Input material –
* * * * * * * * *
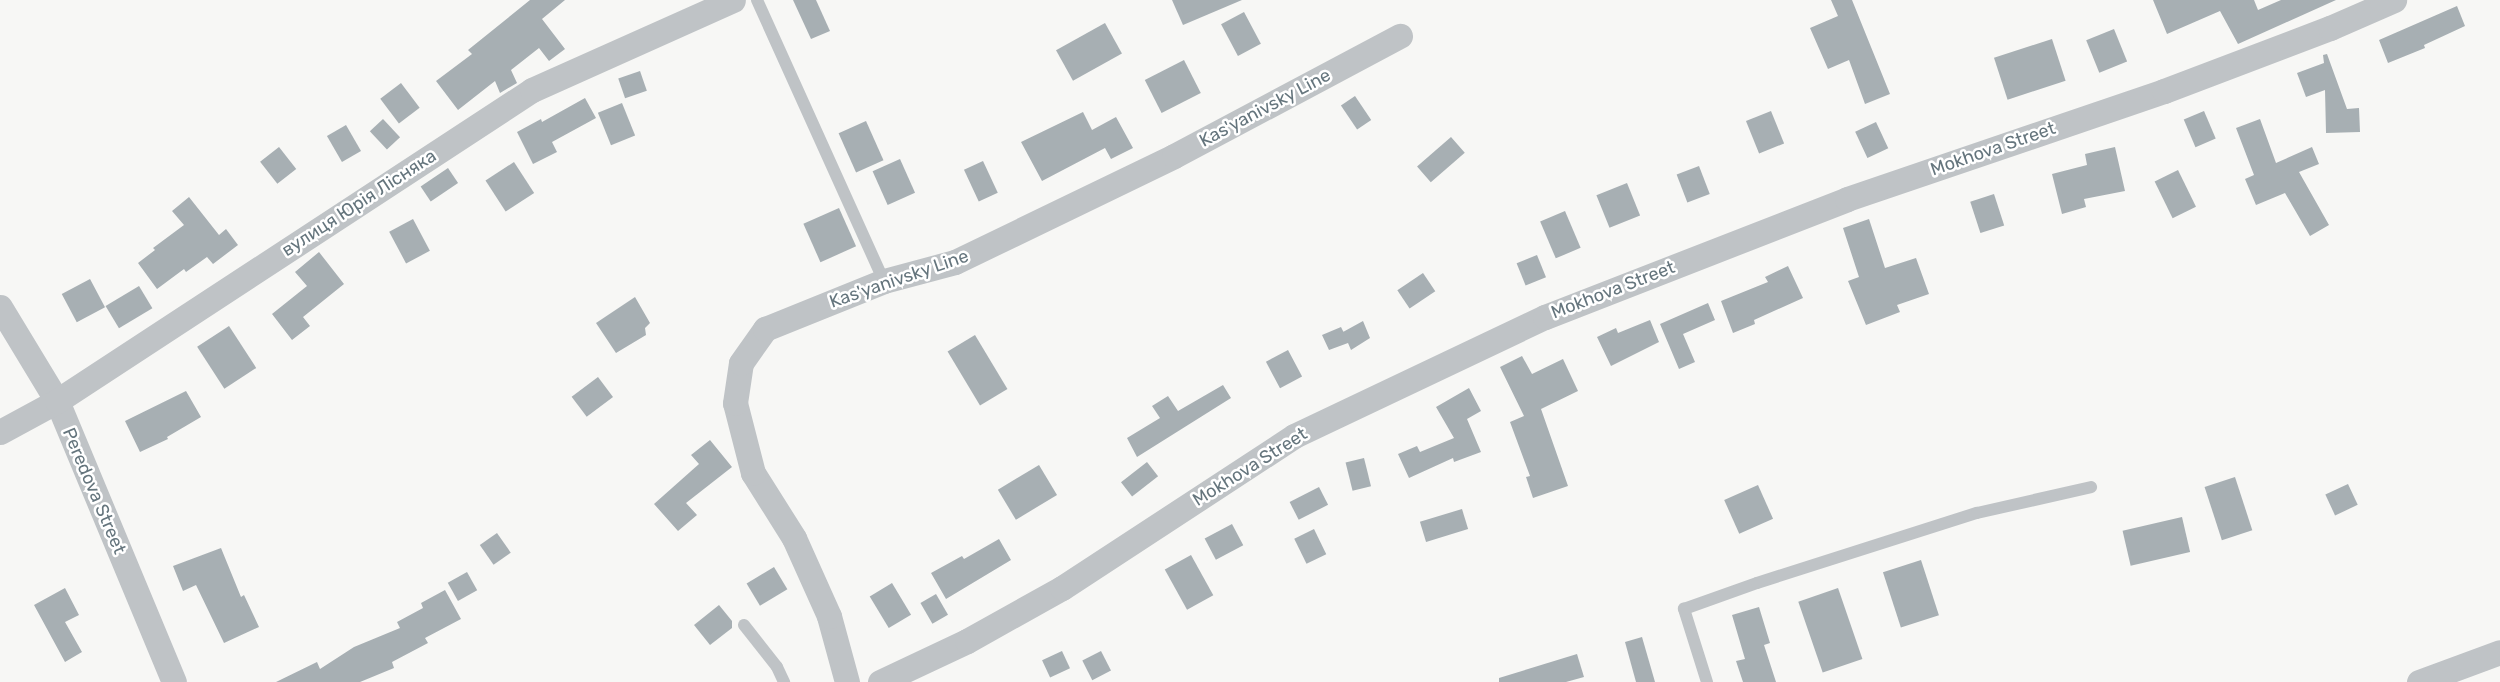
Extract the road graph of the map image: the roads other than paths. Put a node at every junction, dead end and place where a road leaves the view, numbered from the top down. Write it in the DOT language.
graph roads {
  1 [pos="732,0"];
  2 [pos="757,0"];
  3 [pos="2394,0"];
  4 [pos="1400,36"];
  5 [pos="884,281"];
  6 [pos="0,307"];
  7 [pos="57,401"];
  8 [pos="0,432"];
  9 [pos="2091,487"];
  10 [pos="744,625"];
  11 [pos="2500,652"];
  12 [pos="927,660"];
  13 [pos="174,682"];
  14 [pos="784,682"];
  15 [pos="847,682"];
  16 [pos="880,682"];
  17 [pos="917,682"];
  18 [pos="1707,682"];
  19 [pos="2419,682"];
  1 -- 7 [label="street, вулиця Юрія Лісняка"];
  2 -- 5 [label="lane"];
  3 -- 12 [label="street, Mokhova Street"];
  4 -- 5 [label="street, Kas'yanivsky Line"];
  5 -- 15 [label="street, Kas'yanivsky Line"];
  6 -- 7 [label="street, Peredova Street"];
  7 -- 8 [label="street, вулиця Юрія Лісняка"];
  7 -- 13 [label="street, Peredova Street"];
  9 -- 18 [label="lane"];
  10 -- 14 [label="lane"];
  11 -- 19 [label="street"];
  12 -- 16 [label="street, Mokhova Street"];
  12 -- 17 [label="street"];
}
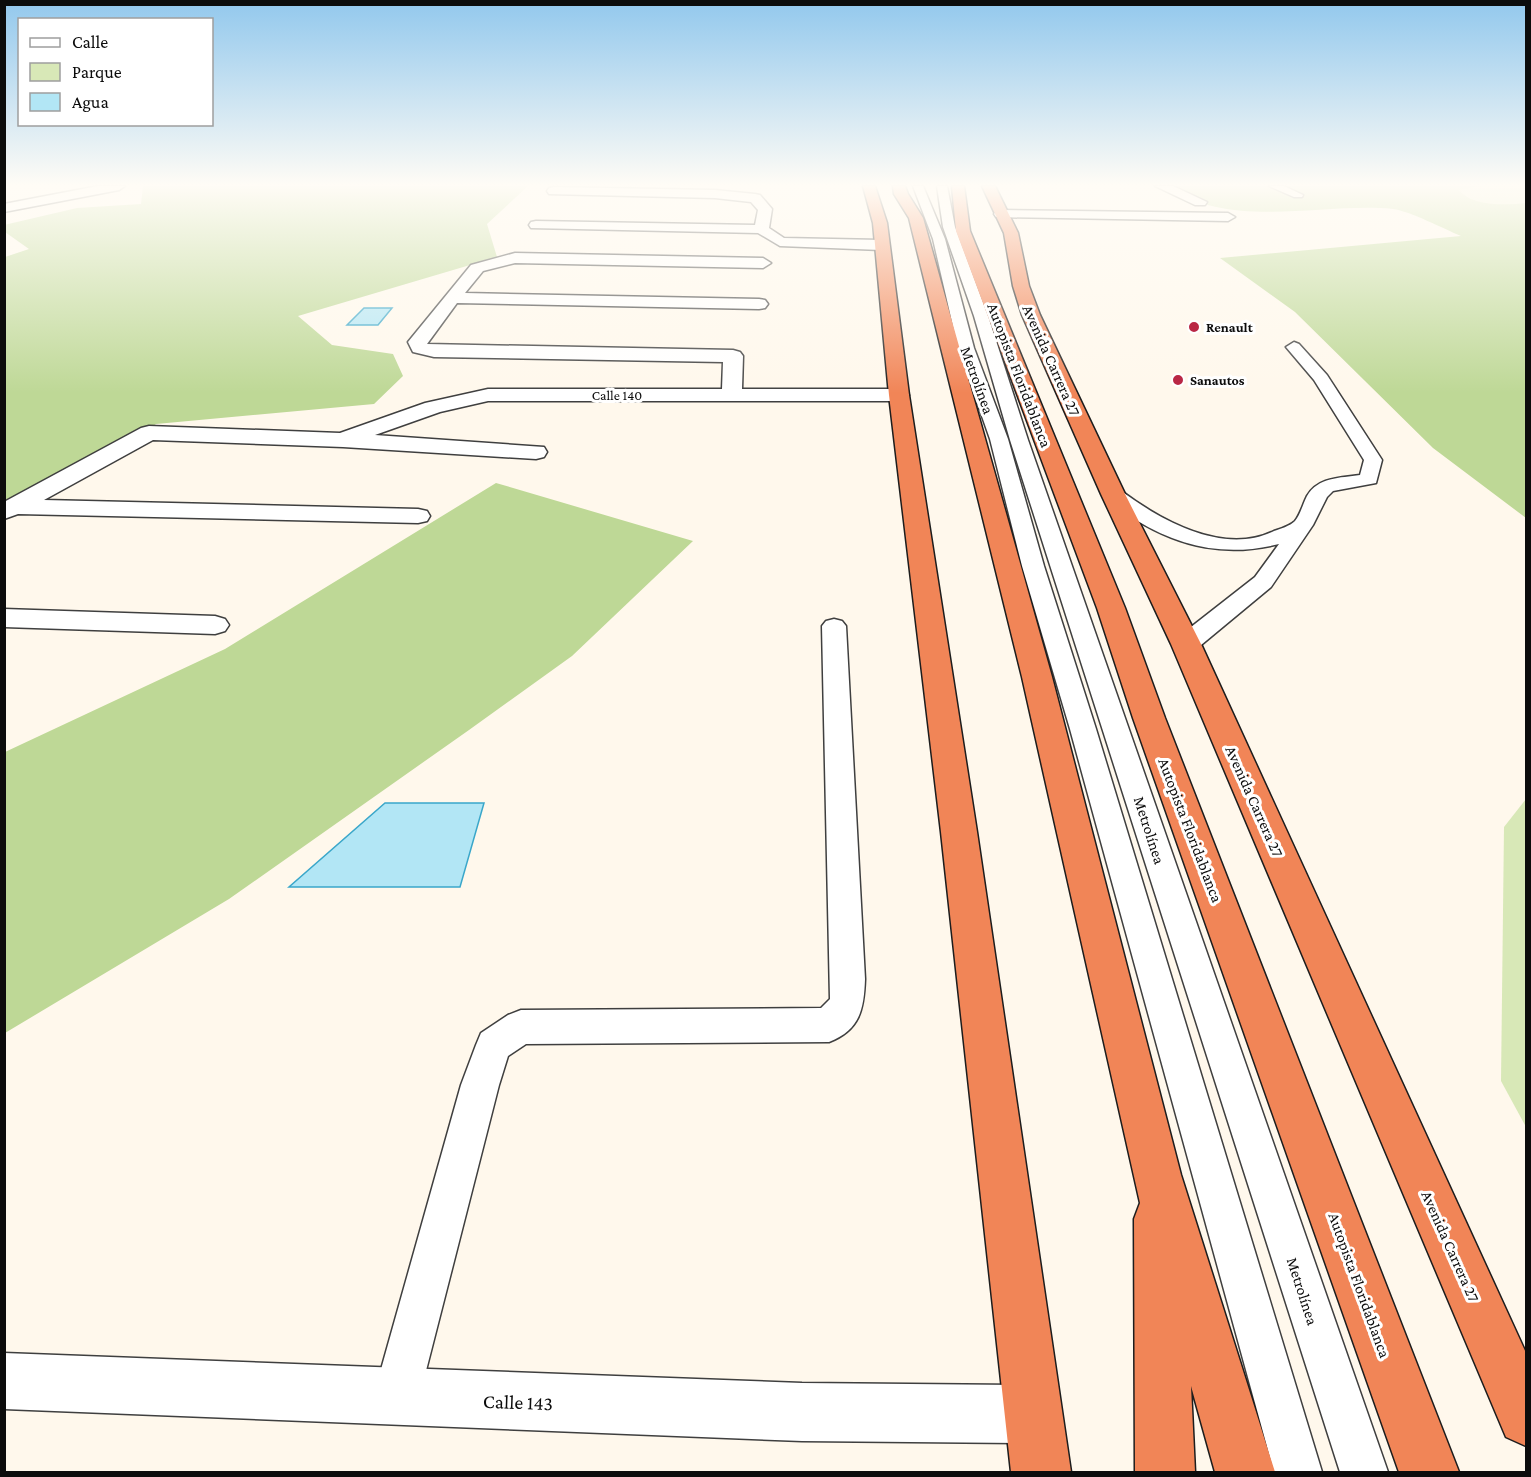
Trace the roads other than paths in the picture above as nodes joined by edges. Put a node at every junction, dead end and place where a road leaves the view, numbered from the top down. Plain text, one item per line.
1 (882, 255) edge
2 (926, 255) edge
3 (943, 255) edge
4 (959, 255) edge
5 (972, 255) edge
6 (1015, 255) edge
7 (763, 263) dead end
8 (453, 298) junction
9 (759, 304) dead end
10 (1293, 347) dead end
11 (899, 395) junction
12 (732, 396) junction
13 (343, 440) junction
14 (536, 452) dead end
15 (1113, 494) junction
16 (9, 509) edge
17 (418, 516) dead end
18 (1303, 525) junction
19 (4, 618) edge
20 (214, 625) dead end
21 (834, 626) dead end
22 (1186, 644) junction
23 (1157, 1175) junction
24 (4, 1382) edge
25 (396, 1398) junction
26 (1032, 1414) junction
27 (1527, 1417) edge
28 (1041, 1473) edge
29 (1165, 1473) edge
30 (1245, 1473) edge
31 (1298, 1473) edge
32 (1364, 1473) edge
33 (1430, 1473) edge

1 - 11 highway
2 - 23 highway
3 - 31 lane, Metrolínea
4 - 32 lane, Metrolínea
5 - 33 highway, Autopista Floridablanca
6 - 15 highway, Avenida Carrera 27
7 - 8 street
8 - 9 street
8 - 12 street
10 - 18 lane
11 - 12 street, Calle 140
11 - 26 highway
12 - 13 street, Calle 140
13 - 14 street
13 - 16 street
15 - 18 lane
15 - 22 highway, Avenida Carrera 27
16 - 17 street
18 - 22 lane
19 - 20 street
21 - 25 lane
22 - 27 highway, Avenida Carrera 27
23 - 29 highway
23 - 30 highway
24 - 25 street, Calle 143
25 - 26 street, Calle 143
26 - 28 highway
* * * * * * * * *
Directions –
Only the pictures are to be dropped; the rest of the material above must be duplicated exactly.

Task result –
Extract the road graph of the map image: the roads other than paths. Put a node at every junction, dead end and place where a road leaves the view, numbered from the top down. Write it in the DOT language.
graph roads {
  1 [pos="732,0"];
  2 [pos="757,0"];
  3 [pos="2394,0"];
  4 [pos="1400,36"];
  5 [pos="884,281"];
  6 [pos="0,307"];
  7 [pos="57,401"];
  8 [pos="0,432"];
  9 [pos="2091,487"];
  10 [pos="744,625"];
  11 [pos="2500,652"];
  12 [pos="927,660"];
  13 [pos="174,682"];
  14 [pos="784,682"];
  15 [pos="847,682"];
  16 [pos="880,682"];
  17 [pos="917,682"];
  18 [pos="1707,682"];
  19 [pos="2419,682"];
  1 -- 7 [label="street, вулиця Юрія Лісняка"];
  2 -- 5 [label="lane"];
  3 -- 12 [label="street, Mokhova Street"];
  4 -- 5 [label="street, Kas'yanivsky Line"];
  5 -- 15 [label="street, Kas'yanivsky Line"];
  6 -- 7 [label="street, Peredova Street"];
  7 -- 8 [label="street, вулиця Юрія Лісняка"];
  7 -- 13 [label="street, Peredova Street"];
  9 -- 18 [label="lane"];
  10 -- 14 [label="lane"];
  11 -- 19 [label="street"];
  12 -- 16 [label="street, Mokhova Street"];
  12 -- 17 [label="street"];
}
Trace the roads other than paths in the picture above as nodes joined by edges. Put a node at every junction, dead end and place where a road leaves the view, numbered from the top down. Plain text, one item per line.
1 (882, 255) edge
2 (926, 255) edge
3 (943, 255) edge
4 (959, 255) edge
5 (972, 255) edge
6 (1015, 255) edge
7 (763, 263) dead end
8 (453, 298) junction
9 (759, 304) dead end
10 (1293, 347) dead end
11 (899, 395) junction
12 (732, 396) junction
13 (343, 440) junction
14 (536, 452) dead end
15 (1113, 494) junction
16 (9, 509) edge
17 (418, 516) dead end
18 (1303, 525) junction
19 (4, 618) edge
20 (214, 625) dead end
21 (834, 626) dead end
22 (1186, 644) junction
23 (1157, 1175) junction
24 (4, 1382) edge
25 (396, 1398) junction
26 (1032, 1414) junction
27 (1527, 1417) edge
28 (1041, 1473) edge
29 (1165, 1473) edge
30 (1245, 1473) edge
31 (1298, 1473) edge
32 (1364, 1473) edge
33 (1430, 1473) edge

1 - 11 highway
2 - 23 highway
3 - 31 lane, Metrolínea
4 - 32 lane, Metrolínea
5 - 33 highway, Autopista Floridablanca
6 - 15 highway, Avenida Carrera 27
7 - 8 street
8 - 9 street
8 - 12 street
10 - 18 lane
11 - 12 street, Calle 140
11 - 26 highway
12 - 13 street, Calle 140
13 - 14 street
13 - 16 street
15 - 18 lane
15 - 22 highway, Avenida Carrera 27
16 - 17 street
18 - 22 lane
19 - 20 street
21 - 25 lane
22 - 27 highway, Avenida Carrera 27
23 - 29 highway
23 - 30 highway
24 - 25 street, Calle 143
25 - 26 street, Calle 143
26 - 28 highway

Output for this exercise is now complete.